The field of healthcare will be one of the most important potential industrial markets  in years to come. The fields of imaging and instrumentation, in particular, are expected to play a key part in these developments.
The field of medical instrumentation especially, where progress has led to better results in the treatment of illnesses and a reduction in side effects, is a market of the utmost importance and has a key role in the rising demand from industrialised countries with an ageing population.

The progress of health systems and medical devices has been achieved through their ability to integrate medical expertise and be used in almost any environment (from the patient’s home to the operating theatre). They can also be used by a wide variety of individuals (from consultant specialists to elderly persons in need of help) and at any time (during a medical consultation or at any given moment during the day).

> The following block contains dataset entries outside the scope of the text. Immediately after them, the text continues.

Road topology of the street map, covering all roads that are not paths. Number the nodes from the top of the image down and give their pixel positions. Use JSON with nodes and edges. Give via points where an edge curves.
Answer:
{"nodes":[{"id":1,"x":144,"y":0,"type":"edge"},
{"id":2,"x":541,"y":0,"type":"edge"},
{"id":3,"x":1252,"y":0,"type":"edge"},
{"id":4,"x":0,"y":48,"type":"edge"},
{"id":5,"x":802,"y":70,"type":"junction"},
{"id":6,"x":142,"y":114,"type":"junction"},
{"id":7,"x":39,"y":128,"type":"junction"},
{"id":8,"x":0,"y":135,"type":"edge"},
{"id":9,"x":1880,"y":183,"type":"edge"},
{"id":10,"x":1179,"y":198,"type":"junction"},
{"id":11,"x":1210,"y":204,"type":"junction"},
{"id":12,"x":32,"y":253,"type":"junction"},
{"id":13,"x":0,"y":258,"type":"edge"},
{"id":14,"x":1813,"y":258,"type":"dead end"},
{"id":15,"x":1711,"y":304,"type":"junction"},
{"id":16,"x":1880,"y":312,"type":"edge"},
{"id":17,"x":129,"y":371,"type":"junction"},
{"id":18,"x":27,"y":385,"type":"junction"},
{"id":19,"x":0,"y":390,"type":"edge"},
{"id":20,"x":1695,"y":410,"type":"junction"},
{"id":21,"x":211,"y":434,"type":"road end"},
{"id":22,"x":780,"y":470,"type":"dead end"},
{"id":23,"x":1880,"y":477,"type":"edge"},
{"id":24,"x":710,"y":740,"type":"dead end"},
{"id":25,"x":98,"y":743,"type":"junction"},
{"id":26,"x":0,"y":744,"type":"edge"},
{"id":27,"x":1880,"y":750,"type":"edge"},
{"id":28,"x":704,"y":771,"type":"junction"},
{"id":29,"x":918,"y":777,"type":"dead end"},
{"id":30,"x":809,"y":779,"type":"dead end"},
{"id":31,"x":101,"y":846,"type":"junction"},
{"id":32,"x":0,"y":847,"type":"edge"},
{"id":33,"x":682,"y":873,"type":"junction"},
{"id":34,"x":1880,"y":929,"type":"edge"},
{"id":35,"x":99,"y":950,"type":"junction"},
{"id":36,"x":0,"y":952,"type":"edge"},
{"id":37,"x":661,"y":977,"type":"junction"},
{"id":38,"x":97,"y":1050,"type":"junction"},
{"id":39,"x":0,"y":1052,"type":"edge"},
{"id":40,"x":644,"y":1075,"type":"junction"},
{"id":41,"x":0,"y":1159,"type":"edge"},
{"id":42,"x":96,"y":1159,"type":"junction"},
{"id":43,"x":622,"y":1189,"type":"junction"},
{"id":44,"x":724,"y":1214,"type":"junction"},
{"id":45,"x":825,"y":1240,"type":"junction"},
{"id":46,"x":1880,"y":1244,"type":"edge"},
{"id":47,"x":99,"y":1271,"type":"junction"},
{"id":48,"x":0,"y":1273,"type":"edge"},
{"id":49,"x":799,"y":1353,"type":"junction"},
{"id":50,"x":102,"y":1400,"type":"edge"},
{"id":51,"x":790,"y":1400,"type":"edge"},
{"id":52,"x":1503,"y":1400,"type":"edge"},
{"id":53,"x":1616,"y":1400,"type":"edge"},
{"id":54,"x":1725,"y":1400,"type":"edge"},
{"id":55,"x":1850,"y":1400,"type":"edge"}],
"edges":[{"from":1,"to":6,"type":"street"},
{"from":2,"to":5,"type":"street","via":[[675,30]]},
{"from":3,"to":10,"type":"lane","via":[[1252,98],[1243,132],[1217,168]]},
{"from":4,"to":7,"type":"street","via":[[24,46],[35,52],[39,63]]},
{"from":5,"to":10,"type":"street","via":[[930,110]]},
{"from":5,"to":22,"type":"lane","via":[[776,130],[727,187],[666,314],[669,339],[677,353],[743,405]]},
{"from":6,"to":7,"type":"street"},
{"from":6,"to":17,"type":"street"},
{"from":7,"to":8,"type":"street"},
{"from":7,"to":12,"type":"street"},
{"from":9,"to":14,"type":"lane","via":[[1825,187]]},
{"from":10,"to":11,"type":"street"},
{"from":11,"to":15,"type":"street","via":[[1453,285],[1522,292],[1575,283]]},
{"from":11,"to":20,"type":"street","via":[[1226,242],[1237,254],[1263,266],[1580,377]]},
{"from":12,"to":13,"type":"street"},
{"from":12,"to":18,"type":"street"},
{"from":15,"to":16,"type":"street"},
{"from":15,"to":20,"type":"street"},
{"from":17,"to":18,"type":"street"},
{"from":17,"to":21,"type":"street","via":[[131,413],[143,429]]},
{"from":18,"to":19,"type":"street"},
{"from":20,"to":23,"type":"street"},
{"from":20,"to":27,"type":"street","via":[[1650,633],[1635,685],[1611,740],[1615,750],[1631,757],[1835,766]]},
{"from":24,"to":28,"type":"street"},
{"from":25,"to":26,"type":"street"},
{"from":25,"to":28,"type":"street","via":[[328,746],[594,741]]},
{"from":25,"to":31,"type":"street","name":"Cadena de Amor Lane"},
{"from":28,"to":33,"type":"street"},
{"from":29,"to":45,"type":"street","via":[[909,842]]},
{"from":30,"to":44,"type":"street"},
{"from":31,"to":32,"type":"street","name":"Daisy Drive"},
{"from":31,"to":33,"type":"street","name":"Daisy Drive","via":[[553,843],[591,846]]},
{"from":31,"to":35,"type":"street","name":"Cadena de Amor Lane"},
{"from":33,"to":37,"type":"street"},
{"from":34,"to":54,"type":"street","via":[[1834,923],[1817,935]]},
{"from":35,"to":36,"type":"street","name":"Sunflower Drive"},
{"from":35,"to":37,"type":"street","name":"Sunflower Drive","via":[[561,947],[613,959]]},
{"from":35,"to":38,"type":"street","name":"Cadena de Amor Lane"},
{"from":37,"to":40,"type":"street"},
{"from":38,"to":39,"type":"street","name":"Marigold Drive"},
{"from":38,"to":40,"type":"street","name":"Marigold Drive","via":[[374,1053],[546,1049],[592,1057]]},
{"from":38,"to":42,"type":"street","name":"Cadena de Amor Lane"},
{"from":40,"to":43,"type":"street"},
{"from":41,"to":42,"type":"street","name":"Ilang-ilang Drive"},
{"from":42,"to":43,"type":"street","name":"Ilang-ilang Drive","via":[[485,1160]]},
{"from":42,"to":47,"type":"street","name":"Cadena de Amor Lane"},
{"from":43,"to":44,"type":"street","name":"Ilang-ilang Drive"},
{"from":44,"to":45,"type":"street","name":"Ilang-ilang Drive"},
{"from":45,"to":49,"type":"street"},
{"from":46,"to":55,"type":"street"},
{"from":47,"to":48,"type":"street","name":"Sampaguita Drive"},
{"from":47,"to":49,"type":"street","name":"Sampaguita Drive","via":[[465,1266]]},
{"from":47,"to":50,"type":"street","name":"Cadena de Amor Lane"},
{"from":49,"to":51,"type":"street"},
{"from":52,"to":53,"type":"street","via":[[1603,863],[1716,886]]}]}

Medical expertise lies at the heart of the huge progress that has been made in healthcare, such as the vast array of healthcare resources made available to meet the needs of patients. This definition dictates however, that data, information relevant to the technology must lie at the heart of systems and medical devices.

This requires the coordination of the efforts of three kinds of stakeholders: medical professionals who understand the real needs of the enduser, academics who are capable of answering this need in terms of technological development and finally Industry, the only real group with the resources to convert these emerging technologies into tangible products. 

The LSI Carnot Institute uses its multidisciplinary teams to design and develop the medical devices of the future. Amongst others, we are working on the following projects:

  • Computer-assisted medico-surgical procedures

  • Methods for the analysis of physiological interactions based on non-invasive measures

  • Technology to help with home support for the elderly, terminally ill, and disabled, as well as substitute technology

  • Modelling of the human body and “Man in motion “

  • Information systems for health networks

  • Signal and image processing


Offers / Healthcare


An embedded device for prevention of bedsores


A bedsore is a ischemic tissue lesion caused by excessive, prolonged pressure. The risk of bedsores is linked to a partial or total loss of mobility either permanent or temporarily, coupled with insensitivity to pain. They affect fragile and elderly people in particular, which equates to more than 300,000 people per year in France. The increase in sores  linked to bedsores...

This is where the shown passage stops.